A day after Murray's suggestion that Frum had been fired by AEI for his increasing absence there, Frum posted a response to that as well, calling Murray's post "especially unpleasant". In Frum's account of his meeting with Brooks, the timing of which did not seem to him to be coincidental, the AEI president had denied to him that his vocal dissent from the hardline opposition to the ACA had any relation to his action and felt bad about having to make the decision. But, Frum also said, Brooks told him "donors were becoming much more specific about where they wanted their money to go."

"Was I terminated for under-productivity?" Frum asked. "If you'll believe that, you'll believe anything." He told readers he had, during his time at AEI, written three books, over a thousand newspaper and magazine articles as well as delivering many lectures and writing profusely online. He had also written speeches for politicians, and worked on a presidential campaign, without pay. Frum had also taking a leading role in opposing Harriet Miers' nomination to the Supreme Court. "Does AEI seriously suggest that it fired the man who led the battle that made possible Samuel Alito's confirmation to the Supreme Court because I didn't pick up my snail mail often enough?"

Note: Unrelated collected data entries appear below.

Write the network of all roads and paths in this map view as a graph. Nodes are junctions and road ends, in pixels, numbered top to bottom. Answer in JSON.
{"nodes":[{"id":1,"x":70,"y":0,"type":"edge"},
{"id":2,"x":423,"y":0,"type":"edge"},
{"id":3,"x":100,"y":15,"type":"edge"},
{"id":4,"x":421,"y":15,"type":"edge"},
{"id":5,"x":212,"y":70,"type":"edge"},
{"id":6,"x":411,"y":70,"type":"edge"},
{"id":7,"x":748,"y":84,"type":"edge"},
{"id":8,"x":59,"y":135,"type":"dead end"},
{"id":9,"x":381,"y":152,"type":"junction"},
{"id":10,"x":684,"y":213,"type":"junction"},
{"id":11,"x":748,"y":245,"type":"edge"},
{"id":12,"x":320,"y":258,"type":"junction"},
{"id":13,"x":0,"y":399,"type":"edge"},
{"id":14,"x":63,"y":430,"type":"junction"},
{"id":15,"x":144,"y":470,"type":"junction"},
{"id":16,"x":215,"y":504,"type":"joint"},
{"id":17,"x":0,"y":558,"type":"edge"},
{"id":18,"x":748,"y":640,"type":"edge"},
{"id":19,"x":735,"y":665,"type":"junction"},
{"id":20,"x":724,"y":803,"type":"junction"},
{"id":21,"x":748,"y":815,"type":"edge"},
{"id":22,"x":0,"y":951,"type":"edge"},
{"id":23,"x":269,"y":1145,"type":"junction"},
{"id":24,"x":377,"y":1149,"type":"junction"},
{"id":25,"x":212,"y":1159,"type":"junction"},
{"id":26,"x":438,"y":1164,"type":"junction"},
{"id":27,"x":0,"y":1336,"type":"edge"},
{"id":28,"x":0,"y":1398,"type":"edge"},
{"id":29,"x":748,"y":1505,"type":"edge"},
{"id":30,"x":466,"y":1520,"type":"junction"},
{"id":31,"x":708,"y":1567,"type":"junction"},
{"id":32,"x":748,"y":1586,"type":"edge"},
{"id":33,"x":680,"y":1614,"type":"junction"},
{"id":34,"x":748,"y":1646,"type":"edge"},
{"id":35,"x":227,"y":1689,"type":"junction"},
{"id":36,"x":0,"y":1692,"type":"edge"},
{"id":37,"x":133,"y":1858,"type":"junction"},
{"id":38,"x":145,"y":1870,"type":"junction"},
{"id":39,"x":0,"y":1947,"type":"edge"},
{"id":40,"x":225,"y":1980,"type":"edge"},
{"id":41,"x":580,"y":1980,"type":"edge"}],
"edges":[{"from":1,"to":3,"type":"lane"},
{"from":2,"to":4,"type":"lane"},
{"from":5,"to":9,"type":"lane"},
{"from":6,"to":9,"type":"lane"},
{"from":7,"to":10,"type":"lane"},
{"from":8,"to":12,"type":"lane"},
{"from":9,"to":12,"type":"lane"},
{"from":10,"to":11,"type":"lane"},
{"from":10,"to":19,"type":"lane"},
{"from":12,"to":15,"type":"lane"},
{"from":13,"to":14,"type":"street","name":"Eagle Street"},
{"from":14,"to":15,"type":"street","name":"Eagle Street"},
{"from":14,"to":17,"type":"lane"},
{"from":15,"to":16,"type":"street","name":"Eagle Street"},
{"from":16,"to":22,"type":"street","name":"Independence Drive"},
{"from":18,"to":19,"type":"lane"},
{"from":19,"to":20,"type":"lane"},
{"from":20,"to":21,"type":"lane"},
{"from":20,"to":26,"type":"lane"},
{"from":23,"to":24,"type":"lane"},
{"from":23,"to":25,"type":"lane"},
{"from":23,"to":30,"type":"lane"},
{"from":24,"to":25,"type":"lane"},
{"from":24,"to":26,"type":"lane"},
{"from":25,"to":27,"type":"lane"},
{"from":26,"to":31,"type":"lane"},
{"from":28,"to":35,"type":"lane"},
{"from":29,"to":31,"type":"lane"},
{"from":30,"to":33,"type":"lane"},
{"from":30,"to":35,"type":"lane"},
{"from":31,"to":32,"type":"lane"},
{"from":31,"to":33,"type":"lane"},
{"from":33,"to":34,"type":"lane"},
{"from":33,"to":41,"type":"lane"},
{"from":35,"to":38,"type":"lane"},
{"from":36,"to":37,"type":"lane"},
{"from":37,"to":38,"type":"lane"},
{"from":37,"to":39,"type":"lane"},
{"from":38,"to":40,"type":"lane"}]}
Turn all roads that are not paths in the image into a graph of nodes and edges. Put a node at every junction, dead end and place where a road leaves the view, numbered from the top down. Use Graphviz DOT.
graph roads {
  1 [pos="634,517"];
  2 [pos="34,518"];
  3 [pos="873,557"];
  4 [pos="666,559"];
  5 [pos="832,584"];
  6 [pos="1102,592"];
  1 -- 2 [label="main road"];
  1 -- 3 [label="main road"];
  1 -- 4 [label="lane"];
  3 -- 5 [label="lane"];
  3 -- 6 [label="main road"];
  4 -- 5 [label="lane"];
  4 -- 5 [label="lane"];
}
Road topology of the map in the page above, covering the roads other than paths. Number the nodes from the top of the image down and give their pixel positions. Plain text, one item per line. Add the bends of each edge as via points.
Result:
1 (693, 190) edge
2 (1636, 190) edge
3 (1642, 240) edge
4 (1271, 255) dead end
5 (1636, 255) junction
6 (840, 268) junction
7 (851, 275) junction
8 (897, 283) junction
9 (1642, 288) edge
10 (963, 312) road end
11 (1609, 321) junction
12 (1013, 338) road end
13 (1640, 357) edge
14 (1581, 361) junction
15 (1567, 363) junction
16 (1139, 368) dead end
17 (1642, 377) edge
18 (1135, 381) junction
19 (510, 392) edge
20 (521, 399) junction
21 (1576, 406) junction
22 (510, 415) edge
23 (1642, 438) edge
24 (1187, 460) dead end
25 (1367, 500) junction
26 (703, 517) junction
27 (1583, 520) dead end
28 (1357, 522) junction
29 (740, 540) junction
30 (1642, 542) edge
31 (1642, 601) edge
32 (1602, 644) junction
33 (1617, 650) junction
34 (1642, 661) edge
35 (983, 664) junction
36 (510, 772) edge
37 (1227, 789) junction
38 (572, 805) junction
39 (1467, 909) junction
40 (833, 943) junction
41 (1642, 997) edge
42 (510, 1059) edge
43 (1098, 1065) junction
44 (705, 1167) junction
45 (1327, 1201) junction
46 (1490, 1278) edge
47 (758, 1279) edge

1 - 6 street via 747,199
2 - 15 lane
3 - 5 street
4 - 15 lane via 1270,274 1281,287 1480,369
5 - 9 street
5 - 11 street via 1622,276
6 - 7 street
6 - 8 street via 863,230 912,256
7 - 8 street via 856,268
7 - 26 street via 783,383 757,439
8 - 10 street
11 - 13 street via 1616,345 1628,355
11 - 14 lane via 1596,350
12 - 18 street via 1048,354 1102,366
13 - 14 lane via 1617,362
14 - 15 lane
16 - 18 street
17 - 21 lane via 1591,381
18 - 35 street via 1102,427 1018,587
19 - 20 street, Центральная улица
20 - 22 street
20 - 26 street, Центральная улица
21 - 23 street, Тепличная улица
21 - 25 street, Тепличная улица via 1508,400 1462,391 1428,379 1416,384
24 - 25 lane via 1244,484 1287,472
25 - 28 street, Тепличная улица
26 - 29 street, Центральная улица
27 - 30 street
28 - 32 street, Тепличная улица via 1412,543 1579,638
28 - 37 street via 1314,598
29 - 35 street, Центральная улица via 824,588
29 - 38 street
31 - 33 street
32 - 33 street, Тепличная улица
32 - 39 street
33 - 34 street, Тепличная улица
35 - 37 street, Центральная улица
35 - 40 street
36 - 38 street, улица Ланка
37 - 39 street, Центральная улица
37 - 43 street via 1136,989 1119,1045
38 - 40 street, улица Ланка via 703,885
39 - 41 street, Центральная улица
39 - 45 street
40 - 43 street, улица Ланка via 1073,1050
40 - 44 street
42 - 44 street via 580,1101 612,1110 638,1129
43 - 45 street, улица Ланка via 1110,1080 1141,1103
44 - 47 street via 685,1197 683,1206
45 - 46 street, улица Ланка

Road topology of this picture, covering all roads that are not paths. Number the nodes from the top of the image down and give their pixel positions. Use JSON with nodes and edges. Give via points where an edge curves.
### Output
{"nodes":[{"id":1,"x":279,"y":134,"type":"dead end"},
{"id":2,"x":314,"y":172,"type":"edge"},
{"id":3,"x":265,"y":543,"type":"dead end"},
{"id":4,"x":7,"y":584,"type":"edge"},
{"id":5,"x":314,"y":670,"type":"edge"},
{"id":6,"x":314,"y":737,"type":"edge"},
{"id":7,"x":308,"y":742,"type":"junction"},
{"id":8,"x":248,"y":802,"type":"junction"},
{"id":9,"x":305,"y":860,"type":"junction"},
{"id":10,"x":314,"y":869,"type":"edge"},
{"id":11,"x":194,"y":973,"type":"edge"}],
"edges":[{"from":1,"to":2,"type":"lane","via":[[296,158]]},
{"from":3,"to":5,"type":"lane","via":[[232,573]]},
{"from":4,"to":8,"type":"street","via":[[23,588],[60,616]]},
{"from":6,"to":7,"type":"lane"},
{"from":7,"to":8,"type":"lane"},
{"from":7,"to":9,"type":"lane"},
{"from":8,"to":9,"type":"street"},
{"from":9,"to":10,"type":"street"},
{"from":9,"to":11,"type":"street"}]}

Frum's response to Murray's suggestion that he had been uninvolved in the behind-the-scenes work of AEI offered further proof that politics had been behind his dismissal. At the 2009 AEI World Forum conference, which he had attended, Lynne Cheney took him to task for his increasing criticisms of Limbaugh. He had not been invited to the 2010 event despite, he claimed, getting several distinguished international guests to attend.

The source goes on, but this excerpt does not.